Unless what you send exactly equals to what you received before, otherwise there's a change and the change needs to be sent to a change address in the same transaction. So if you see a transaction S -> A and S -> S2, you know it's highly likely S and S2 belongs to the same wallet. As a result, your address S is associated with the change address S2, but not so closely because you can still claim (arguably weakly) that you are sending to two different people simultaneously and happens to used up all the unspent amount of S.

Then let's say you have change address A, and change Address B, they all have 0.5 BTC and you want to send to user U 1 BTC, then this time you will see A -> U 0.5 and B -> U 0.5. This makes a strong association between A and B and every one knows A and B belongs to the same wallet.

Therefore, it is easy to associate the addresses in the same wallet by analysing the block chain.

If you don't reuse the address S. It will never have an unspent output after this transaction again. If you use every address only once. S will receive exactly 1 Transaction and never again a second one. Therefore there will never be more than one change address for ever address. And it's impossible to tell which address is the change address and which one is the reviving address.

Changing Wallets here makes absolutely 0 difference. That was the point.

What you are missing here is that a wallet may contain many unspent txouts from receiving many payments from different sources before there is any need to purchase something with the wallet.

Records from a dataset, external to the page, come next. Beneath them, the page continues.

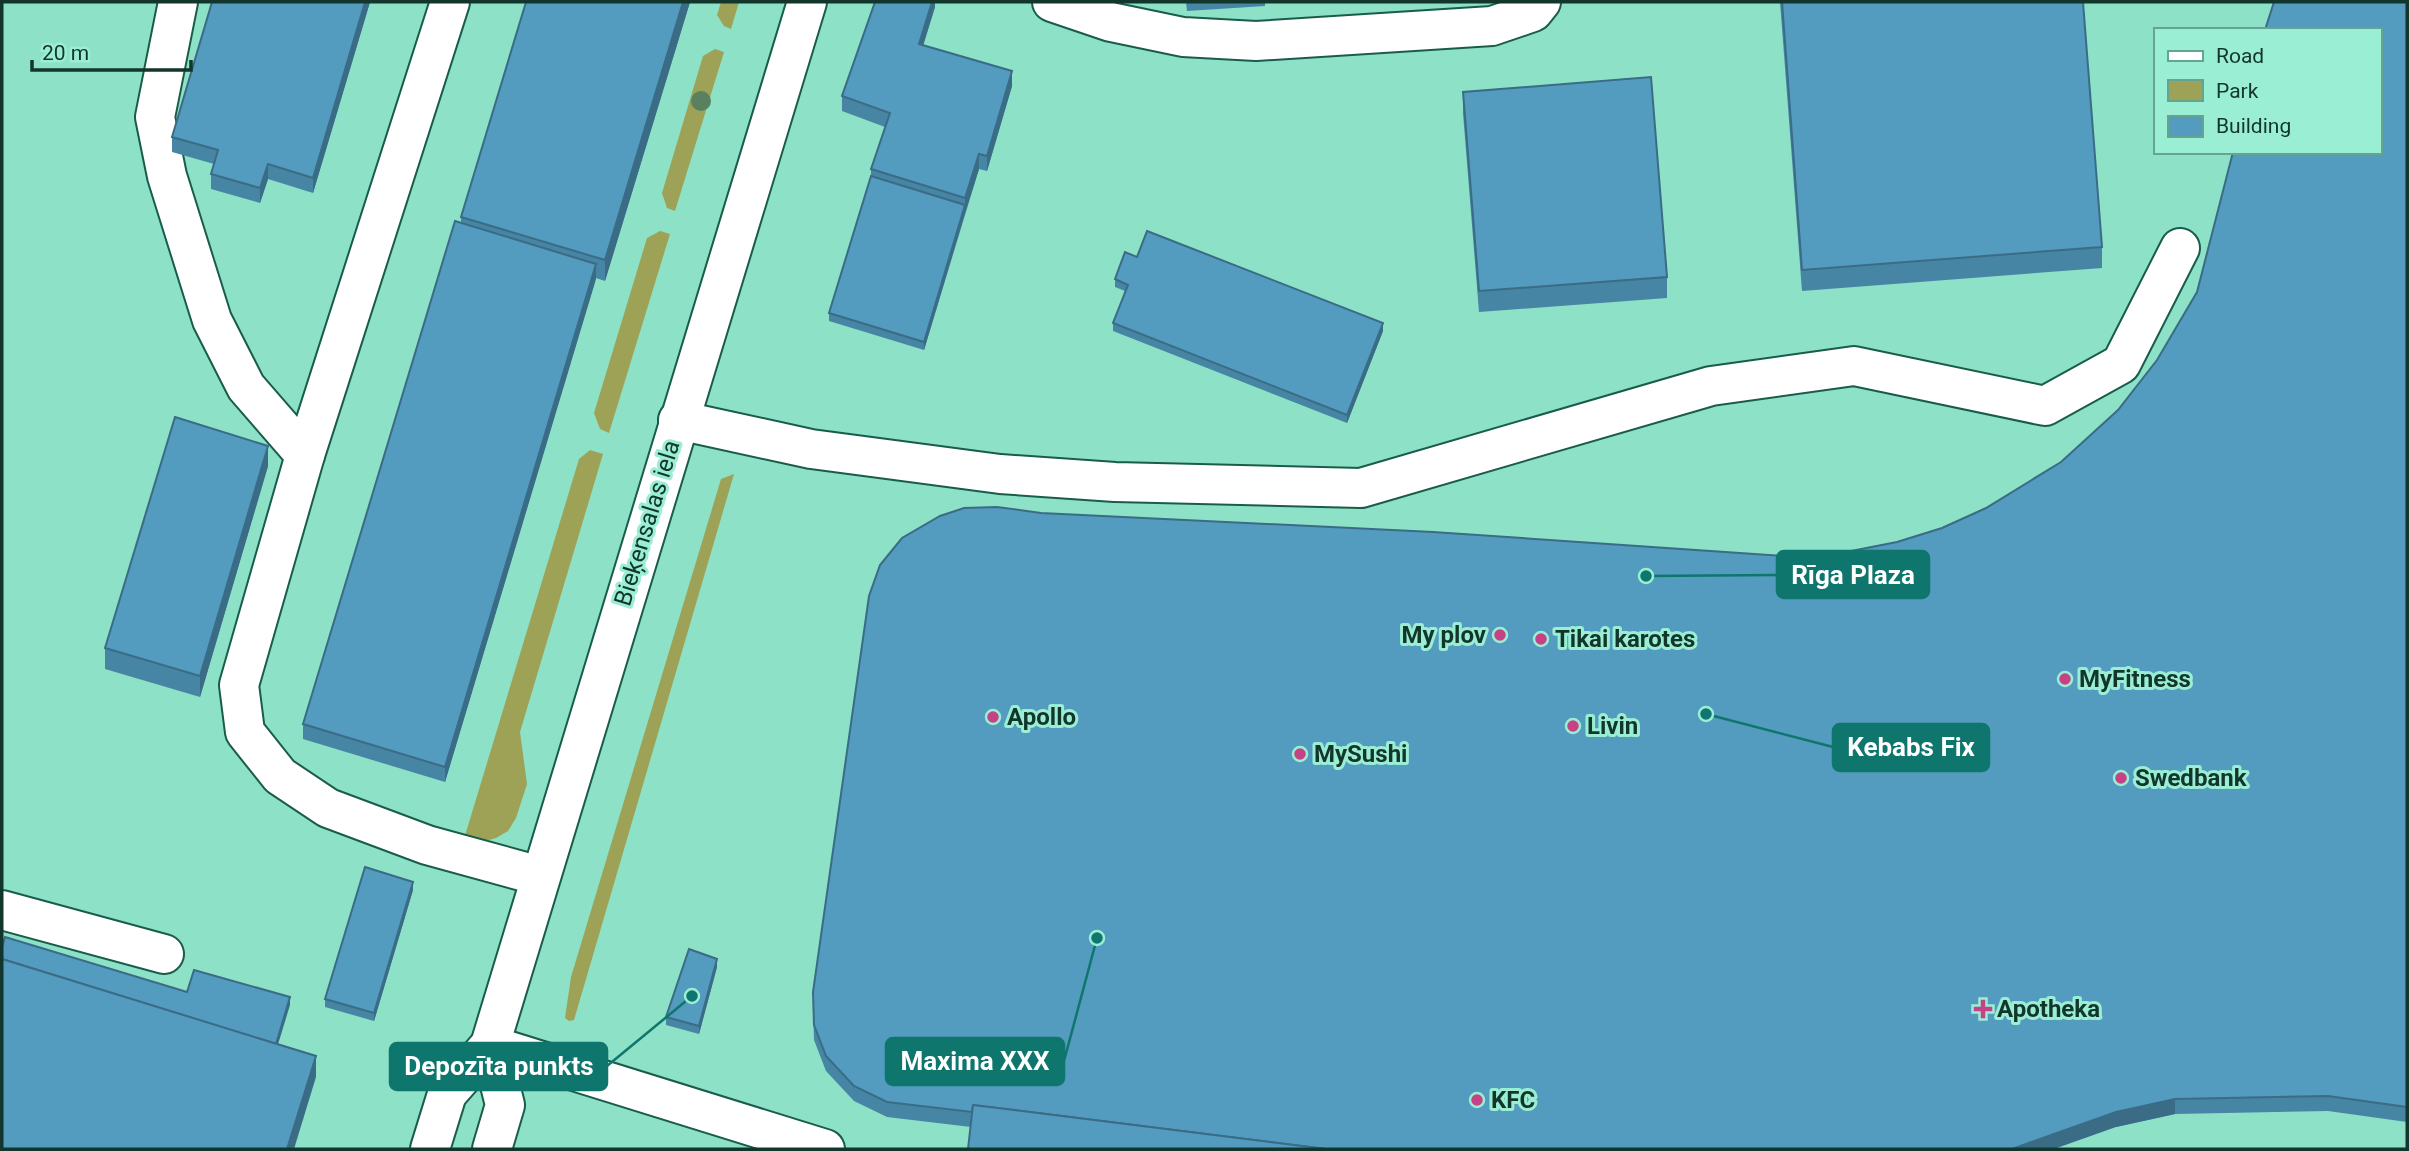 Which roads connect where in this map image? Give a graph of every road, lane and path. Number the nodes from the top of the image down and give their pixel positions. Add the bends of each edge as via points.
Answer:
1 (178, 2) edge
2 (450, 2) edge
3 (807, 2) edge
4 (1055, 2) edge
5 (1541, 2) edge
6 (2180, 248) dead end
7 (678, 421) junction
8 (305, 454) junction
9 (540, 876) junction
10 (2, 910) edge
11 (164, 954) dead end
12 (490, 1045) junction
13 (430, 1149) edge
14 (492, 1149) edge
15 (825, 1149) edge

1 - 8 street via 155,117 167,176 212,320 246,387
2 - 8 street
3 - 7 street, Bieķensalas iela
4 - 5 street via 1111,22 1183,37 1256,41 1492,26 1533,12
6 - 7 street via 2121,365 2045,406 1854,366 1711,386 1361,488 1115,482 1000,474 811,449
7 - 9 street, Bieķensalas iela
8 - 9 street via 239,685 245,732 280,776 328,808 427,845
9 - 12 street, Bieķensalas iela
10 - 11 street
12 - 13 street, Bieķensalas iela via 447,1094
12 - 14 street via 505,1105
12 - 15 street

Lets say I sell alpaca socks out of a truck down by the river. I would be receiving many 0.10 BTC payments from different individuals to different addresses, suppose for a total of 20 .1 BTC payments in my wallet.

Now, I donate 0.95 BTC to a known-address donation site and say to everybody "hey, I just donated!". There will be a 0.05 change back to my wallet, that is now considered "tainted" - based on my declaration of donation, or the site owner saying "thanks for donating, deepceleron", it has become simple to figure out my donation AND determine which is the change back to me that is still in my wallet.

So I've got 1.00 BTC of sock-selling money that 10 sock buyers know the address of, and 0.05 that anybody interested can know about.

I then send the entire contents of my wallet to a man-boy snowden tibet love honey pot that is supposed to be anonymous, but is monitored or busted by a government. Even with this site using one-time addresses, the previous use of a reused address has compromised my identity and made my payment have little plausible deniability, due to my control of the change. The "change" could have been a multi-send to a third party, and the third party may have made the illicit payment, but LE will not care to investigate so much when they need doors to kick in.

The disclosure is because you publicly donated to a know address and later send money to another well known address (at least known to the authority), and it of course make your address public and makes all your efforts in never reusing addresses void.

I believe if someone wants to do some problematic donation, he has to create a new wallet and use some mix service anyway.